When Is Debt Dangerous?

Debt and other liabilities become risky for a business when it cannot easily fulfill those obligations, either with free cash flow or by raising capital at an attractive price. Part and parcel of capitalism is the process of 'creative destruction' where failed businesses are mercilessly liquidated by their bankers. However, a more usual (but still expensive) situation is where a company must dilute shareholders at a cheap share price simply to get debt under control. By replacing dilution, though, debt can be an extremely good tool for businesses that need capital to invest in growth at high rates of return. When we think about a company's use of debt, we first look at cash and debt together.

Check out our latest analysis for Reply

What Is Reply's Debt?

You can click the graphic below for the historical numbers, but it shows that as of June 2023 Reply had €98.6m of debt, an increase on €92.2m, over one year. However, its balance sheet shows it holds €321.4m in cash, so it actually has €222.8m net cash.

debt-equity-history-analysis
BIT:REY Debt to Equity History December 10th 2023

A Look At Reply's Liabilities

We can see from the most recent balance sheet that Reply had liabilities of €732.2m falling due within a year, and liabilities of €372.6m due beyond that. Offsetting this, it had €321.4m in cash and €557.9m in receivables that were due within 12 months. So its liabilities outweigh the sum of its cash and (near-term) receivables by €225.5m.

Of course, Reply has a market capitalization of €4.11b, so these liabilities are probably manageable. But there are sufficient liabilities that we would certainly recommend shareholders continue to monitor the balance sheet, going forward. While it does have liabilities worth noting, Reply also has more cash than debt, so we're pretty confident it can manage its debt safely.

In addition to that, we're happy to report that Reply has boosted its EBIT by 31%, thus reducing the spectre of future debt repayments.
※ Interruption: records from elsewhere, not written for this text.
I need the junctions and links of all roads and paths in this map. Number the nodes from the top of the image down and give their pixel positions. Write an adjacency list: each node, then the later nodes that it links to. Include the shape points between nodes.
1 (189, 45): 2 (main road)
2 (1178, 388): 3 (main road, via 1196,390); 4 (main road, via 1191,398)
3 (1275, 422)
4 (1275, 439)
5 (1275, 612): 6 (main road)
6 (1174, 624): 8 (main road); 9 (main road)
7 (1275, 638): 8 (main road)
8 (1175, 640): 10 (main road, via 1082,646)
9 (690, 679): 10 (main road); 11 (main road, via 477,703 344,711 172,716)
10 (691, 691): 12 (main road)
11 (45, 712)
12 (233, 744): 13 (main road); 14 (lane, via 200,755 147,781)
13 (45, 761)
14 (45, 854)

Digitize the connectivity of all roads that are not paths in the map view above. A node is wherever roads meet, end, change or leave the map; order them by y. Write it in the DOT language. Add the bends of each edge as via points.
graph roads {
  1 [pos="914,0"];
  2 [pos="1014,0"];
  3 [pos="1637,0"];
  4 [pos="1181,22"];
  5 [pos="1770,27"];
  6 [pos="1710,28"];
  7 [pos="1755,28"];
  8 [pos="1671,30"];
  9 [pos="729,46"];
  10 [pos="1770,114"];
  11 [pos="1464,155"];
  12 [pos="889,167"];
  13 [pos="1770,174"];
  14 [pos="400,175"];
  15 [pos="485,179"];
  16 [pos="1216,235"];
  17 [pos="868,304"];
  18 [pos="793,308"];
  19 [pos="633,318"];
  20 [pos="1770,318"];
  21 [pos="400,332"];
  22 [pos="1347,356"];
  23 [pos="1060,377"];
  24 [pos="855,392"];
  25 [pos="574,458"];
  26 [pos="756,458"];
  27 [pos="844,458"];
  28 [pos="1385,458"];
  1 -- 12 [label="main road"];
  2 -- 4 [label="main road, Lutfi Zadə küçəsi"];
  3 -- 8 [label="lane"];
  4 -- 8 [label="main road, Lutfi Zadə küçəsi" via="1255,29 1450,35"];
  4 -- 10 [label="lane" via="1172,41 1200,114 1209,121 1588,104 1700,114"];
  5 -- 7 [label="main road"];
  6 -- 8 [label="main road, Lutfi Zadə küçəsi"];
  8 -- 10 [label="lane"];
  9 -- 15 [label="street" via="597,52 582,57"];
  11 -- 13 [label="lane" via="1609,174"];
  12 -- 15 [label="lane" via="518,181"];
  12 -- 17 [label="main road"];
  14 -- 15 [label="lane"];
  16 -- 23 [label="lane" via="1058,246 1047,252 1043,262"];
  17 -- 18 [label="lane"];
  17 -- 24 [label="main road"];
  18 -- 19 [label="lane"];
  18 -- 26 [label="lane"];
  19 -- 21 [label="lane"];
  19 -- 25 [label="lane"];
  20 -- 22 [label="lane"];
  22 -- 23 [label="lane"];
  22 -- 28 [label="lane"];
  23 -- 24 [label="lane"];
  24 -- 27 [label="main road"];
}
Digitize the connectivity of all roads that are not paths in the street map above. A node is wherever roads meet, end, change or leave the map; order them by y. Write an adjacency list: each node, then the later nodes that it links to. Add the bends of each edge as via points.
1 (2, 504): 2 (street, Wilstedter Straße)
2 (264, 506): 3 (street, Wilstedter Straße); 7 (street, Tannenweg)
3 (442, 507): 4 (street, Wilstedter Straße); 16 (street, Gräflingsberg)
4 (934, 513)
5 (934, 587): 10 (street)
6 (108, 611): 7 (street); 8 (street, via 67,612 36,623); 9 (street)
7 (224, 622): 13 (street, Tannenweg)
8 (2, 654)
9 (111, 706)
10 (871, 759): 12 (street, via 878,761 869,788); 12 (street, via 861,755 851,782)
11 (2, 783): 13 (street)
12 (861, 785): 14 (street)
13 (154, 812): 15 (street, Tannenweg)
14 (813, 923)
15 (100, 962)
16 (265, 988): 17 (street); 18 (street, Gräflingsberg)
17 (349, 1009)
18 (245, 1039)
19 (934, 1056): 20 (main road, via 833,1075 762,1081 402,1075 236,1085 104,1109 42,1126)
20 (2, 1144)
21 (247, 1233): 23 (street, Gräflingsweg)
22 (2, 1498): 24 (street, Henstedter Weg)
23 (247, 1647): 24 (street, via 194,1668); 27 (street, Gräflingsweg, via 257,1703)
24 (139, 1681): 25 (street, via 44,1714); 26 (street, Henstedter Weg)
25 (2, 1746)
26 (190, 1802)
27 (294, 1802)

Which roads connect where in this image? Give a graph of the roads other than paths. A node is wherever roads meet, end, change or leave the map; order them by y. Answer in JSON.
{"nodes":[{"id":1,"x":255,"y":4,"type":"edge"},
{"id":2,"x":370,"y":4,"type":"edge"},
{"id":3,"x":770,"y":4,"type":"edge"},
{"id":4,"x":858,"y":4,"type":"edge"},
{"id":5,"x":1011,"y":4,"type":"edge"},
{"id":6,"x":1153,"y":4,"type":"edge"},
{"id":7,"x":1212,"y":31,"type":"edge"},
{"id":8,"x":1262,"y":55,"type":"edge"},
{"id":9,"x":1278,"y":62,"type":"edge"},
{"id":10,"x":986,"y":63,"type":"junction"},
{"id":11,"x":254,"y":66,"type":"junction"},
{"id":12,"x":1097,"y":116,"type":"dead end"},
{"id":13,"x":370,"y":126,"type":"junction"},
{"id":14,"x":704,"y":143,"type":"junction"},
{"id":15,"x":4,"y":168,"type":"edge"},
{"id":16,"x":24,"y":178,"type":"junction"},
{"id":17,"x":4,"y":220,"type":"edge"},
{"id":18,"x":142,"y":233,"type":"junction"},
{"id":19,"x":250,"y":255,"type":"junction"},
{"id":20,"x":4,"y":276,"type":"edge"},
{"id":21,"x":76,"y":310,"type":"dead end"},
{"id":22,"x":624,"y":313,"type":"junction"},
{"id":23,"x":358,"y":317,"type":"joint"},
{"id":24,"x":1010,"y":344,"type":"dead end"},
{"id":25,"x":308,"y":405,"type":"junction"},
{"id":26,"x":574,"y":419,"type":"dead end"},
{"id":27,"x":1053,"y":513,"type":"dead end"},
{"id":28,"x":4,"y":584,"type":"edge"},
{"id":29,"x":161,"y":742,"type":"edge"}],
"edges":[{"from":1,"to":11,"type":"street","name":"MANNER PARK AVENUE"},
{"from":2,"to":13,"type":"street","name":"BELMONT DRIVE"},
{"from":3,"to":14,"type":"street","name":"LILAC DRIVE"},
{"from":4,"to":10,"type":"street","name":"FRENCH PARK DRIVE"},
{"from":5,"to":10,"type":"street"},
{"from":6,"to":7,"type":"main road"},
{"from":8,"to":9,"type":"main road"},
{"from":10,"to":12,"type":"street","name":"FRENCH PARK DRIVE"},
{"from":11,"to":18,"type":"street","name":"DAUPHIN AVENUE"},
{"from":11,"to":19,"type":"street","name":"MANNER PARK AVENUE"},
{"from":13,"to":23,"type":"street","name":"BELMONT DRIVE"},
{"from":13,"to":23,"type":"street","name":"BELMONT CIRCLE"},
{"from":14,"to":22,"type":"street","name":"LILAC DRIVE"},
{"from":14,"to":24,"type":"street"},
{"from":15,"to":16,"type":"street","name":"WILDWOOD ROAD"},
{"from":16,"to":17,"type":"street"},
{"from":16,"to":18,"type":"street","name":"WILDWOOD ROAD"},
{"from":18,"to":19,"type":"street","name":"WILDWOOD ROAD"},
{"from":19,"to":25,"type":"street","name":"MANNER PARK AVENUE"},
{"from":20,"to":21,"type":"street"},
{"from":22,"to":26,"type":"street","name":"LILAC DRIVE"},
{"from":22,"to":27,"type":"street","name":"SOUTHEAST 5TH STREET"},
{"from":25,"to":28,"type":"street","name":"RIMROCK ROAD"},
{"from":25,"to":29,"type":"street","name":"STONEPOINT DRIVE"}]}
There's no doubt that we learn most about debt from the balance sheet. But it is future earnings, more than anything, that will determine Reply's ability to maintain a healthy balance sheet going forward. So if you want to see what the professionals think, you might find this free report on analyst profit forecasts to be interesting.

Finally, a company can only pay off debt with cold hard cash, not accounting profits. Reply may have net cash on the balance sheet, but it is still interesting to look at how well the business converts its earnings before interest and tax (EBIT) to free cash flow, because that will influence both its need for, and its capacity to manage debt. During the last three years, Reply produced sturdy free cash flow equating to 78% of its EBIT, about what we'd expect. This free cash flow puts the company in a good position to pay down debt, when appropriate.

Summing Up

While it is always sensible to look at a company's total liabilities, it is very reassuring that Reply has €222.8m in net cash. And we liked the look of last year's 31% year-on-year EBIT growth. So is Reply's debt a risk? It doesn't seem so to us. Over time, share prices tend to follow earnings per share, so if you're interested in Reply, you may well want to click here to check an interactive graph of its earnings per share history.

If you're interested in investing in businesses that can grow profits without the burden of debt, then check out this free list of growing businesses that have net cash on the balance sheet.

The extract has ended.